Given data: Begin

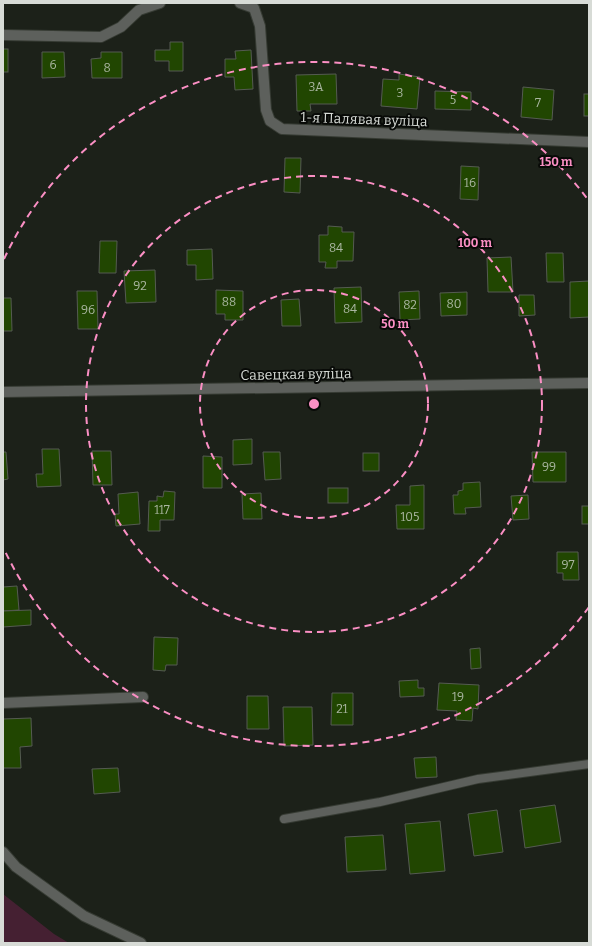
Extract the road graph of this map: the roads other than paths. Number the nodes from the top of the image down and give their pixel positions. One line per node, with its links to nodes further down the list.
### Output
1 (160, 3): 4 (street)
2 (240, 3): 3 (street, 1-я Палявая вуліца)
3 (254, 6): 5 (street, 1-я Палявая вуліца)
4 (3, 35)
5 (589, 142)
6 (589, 383): 7 (street, Савецкая вуліца)
7 (3, 392)
8 (143, 697): 9 (street)
9 (3, 703)
10 (589, 764): 11 (lane)
11 (284, 819)
12 (3, 852): 13 (street)
13 (141, 943)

Given data: End

An exact reproduction of all the records is required, with no pictures included.

Extract the road graph of this map: the roads other than paths. Number the nodes from the top of the image down and give their pixel positions. One line per node, with its links to nodes further down the list.
### Output
1 (160, 3): 4 (street)
2 (240, 3): 3 (street, 1-я Палявая вуліца)
3 (254, 6): 5 (street, 1-я Палявая вуліца)
4 (3, 35)
5 (589, 142)
6 (589, 383): 7 (street, Савецкая вуліца)
7 (3, 392)
8 (143, 697): 9 (street)
9 (3, 703)
10 (589, 764): 11 (lane)
11 (284, 819)
12 (3, 852): 13 (street)
13 (141, 943)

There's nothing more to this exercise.